Task objective> The answer must be an exact copy of the entries below, with no images in it.

[Items from a data source]
"""

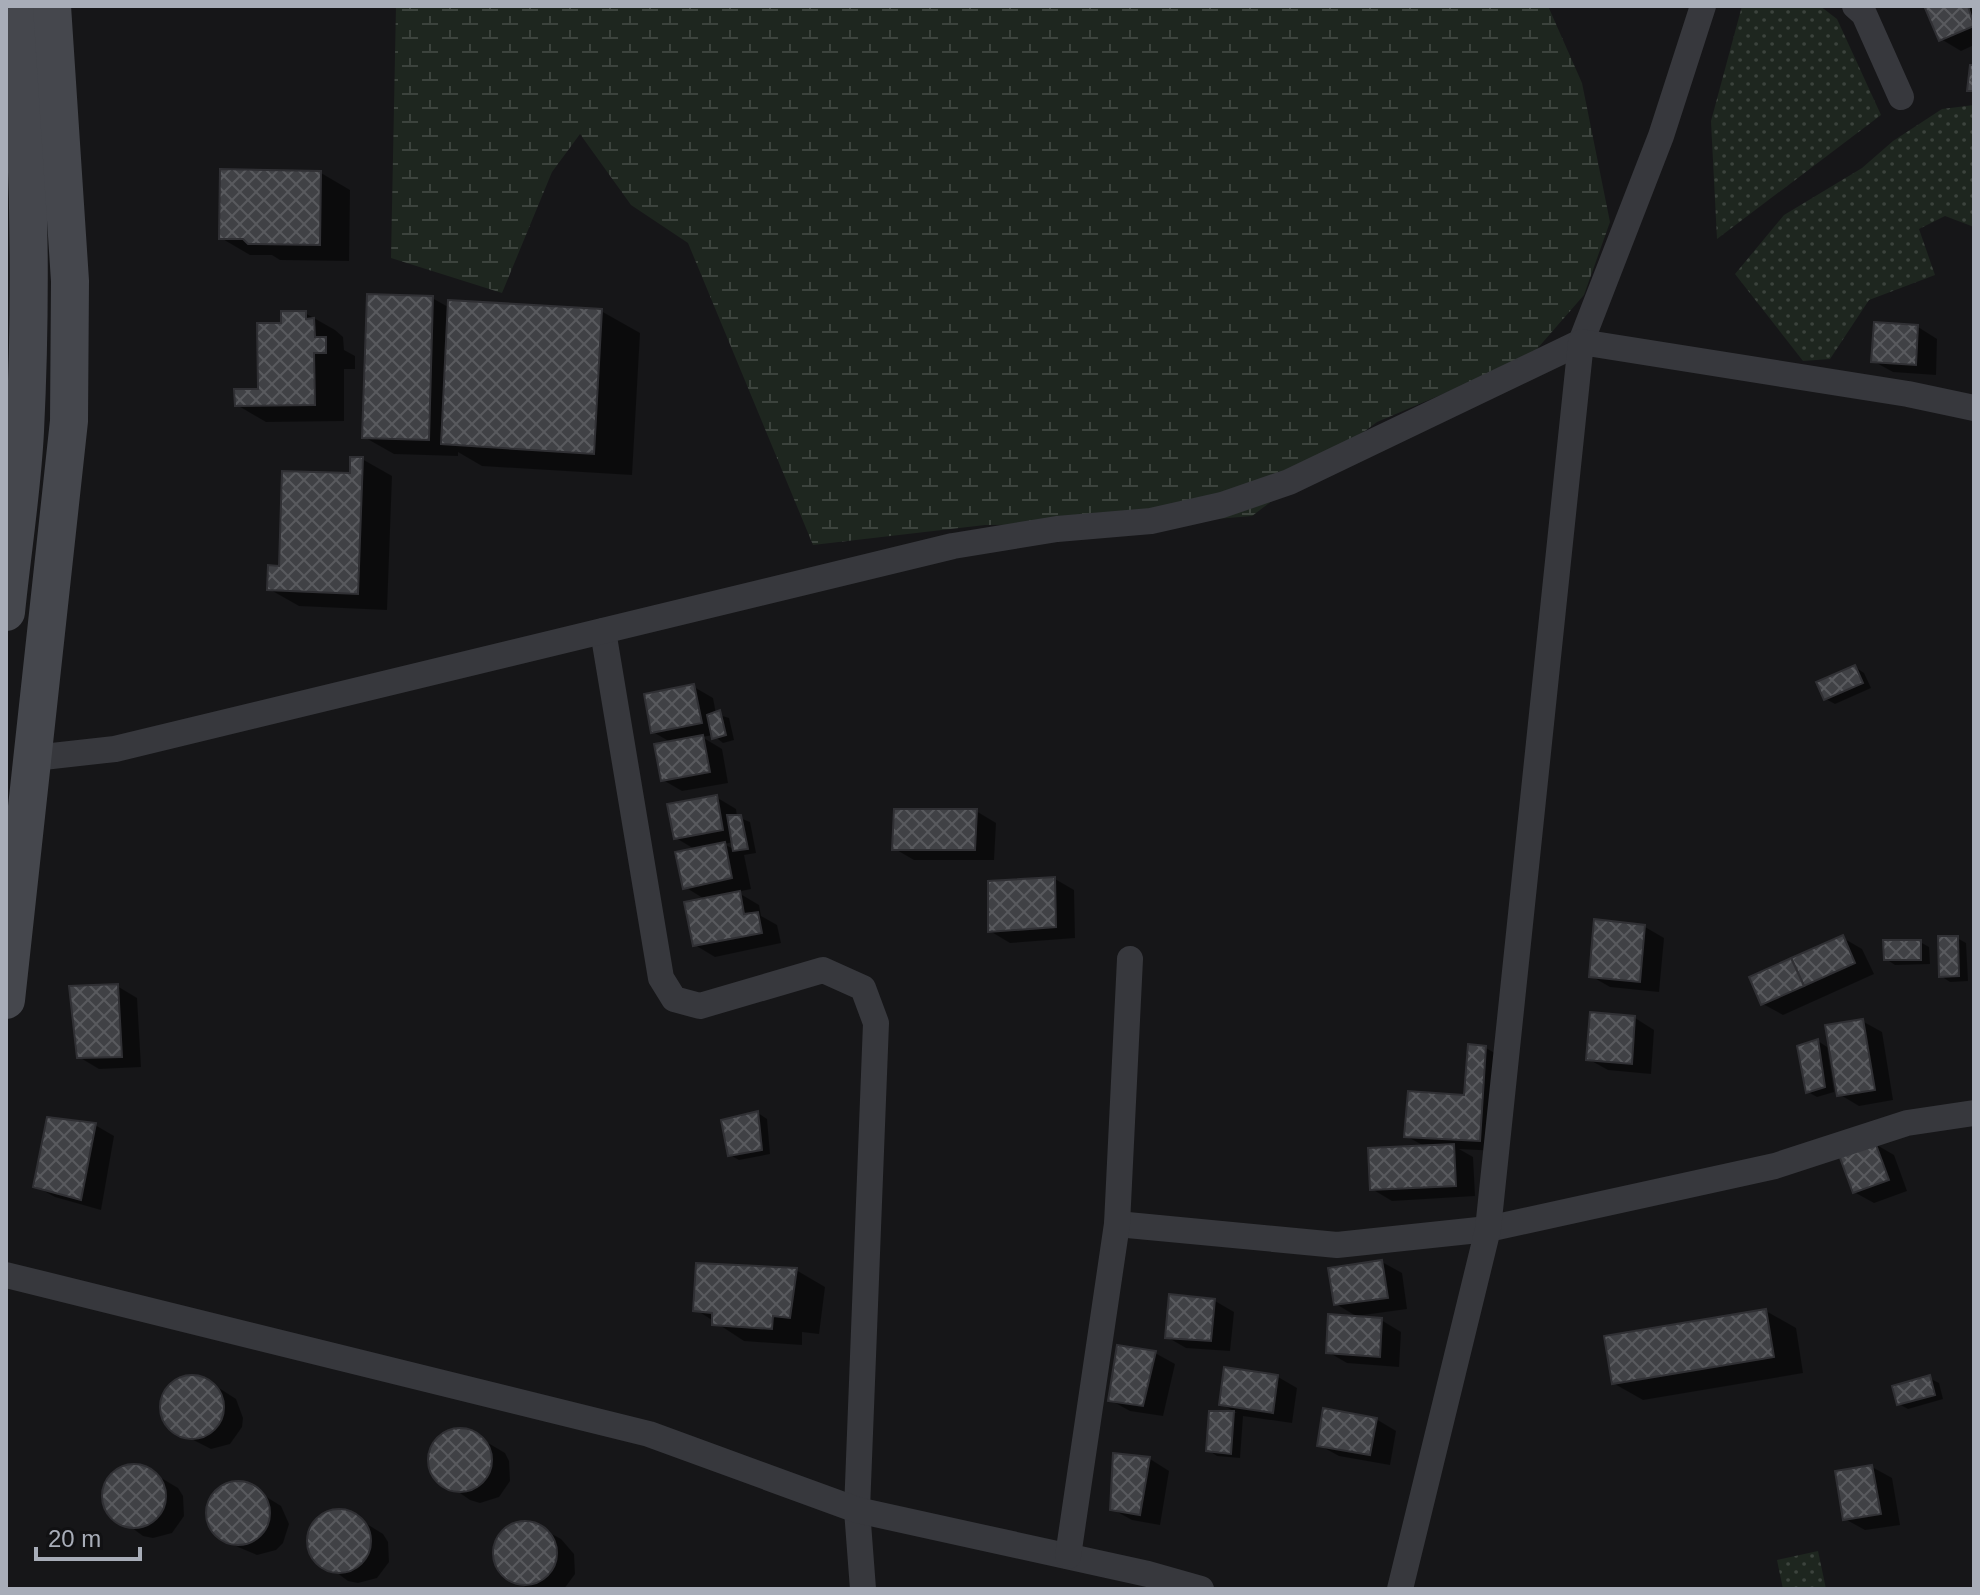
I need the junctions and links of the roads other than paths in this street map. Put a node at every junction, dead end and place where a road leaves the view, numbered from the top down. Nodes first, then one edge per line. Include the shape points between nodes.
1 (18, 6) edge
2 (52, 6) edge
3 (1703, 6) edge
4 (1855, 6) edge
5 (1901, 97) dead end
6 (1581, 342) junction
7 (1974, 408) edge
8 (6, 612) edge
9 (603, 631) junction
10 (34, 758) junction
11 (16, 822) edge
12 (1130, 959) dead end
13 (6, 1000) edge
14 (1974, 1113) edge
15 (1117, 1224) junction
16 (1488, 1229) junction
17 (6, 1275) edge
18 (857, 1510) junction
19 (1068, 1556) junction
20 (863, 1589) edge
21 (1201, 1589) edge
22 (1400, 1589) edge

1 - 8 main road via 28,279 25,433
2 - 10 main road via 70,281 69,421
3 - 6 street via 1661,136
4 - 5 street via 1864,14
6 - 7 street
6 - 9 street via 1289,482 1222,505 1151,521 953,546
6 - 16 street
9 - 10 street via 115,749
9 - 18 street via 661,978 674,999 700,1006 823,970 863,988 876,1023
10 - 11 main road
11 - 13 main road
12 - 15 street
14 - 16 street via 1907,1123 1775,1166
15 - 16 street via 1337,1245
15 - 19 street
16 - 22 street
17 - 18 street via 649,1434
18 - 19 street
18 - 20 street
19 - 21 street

"""

Response below>
I need the junctions and links of the roads other than paths in this street map. Put a node at every junction, dead end and place where a road leaves the view, numbered from the top down. Nodes first, then one edge per line. Include the shape points between nodes.
1 (18, 6) edge
2 (52, 6) edge
3 (1703, 6) edge
4 (1855, 6) edge
5 (1901, 97) dead end
6 (1581, 342) junction
7 (1974, 408) edge
8 (6, 612) edge
9 (603, 631) junction
10 (34, 758) junction
11 (16, 822) edge
12 (1130, 959) dead end
13 (6, 1000) edge
14 (1974, 1113) edge
15 (1117, 1224) junction
16 (1488, 1229) junction
17 (6, 1275) edge
18 (857, 1510) junction
19 (1068, 1556) junction
20 (863, 1589) edge
21 (1201, 1589) edge
22 (1400, 1589) edge

1 - 8 main road via 28,279 25,433
2 - 10 main road via 70,281 69,421
3 - 6 street via 1661,136
4 - 5 street via 1864,14
6 - 7 street
6 - 9 street via 1289,482 1222,505 1151,521 953,546
6 - 16 street
9 - 10 street via 115,749
9 - 18 street via 661,978 674,999 700,1006 823,970 863,988 876,1023
10 - 11 main road
11 - 13 main road
12 - 15 street
14 - 16 street via 1907,1123 1775,1166
15 - 16 street via 1337,1245
15 - 19 street
16 - 22 street
17 - 18 street via 649,1434
18 - 19 street
18 - 20 street
19 - 21 street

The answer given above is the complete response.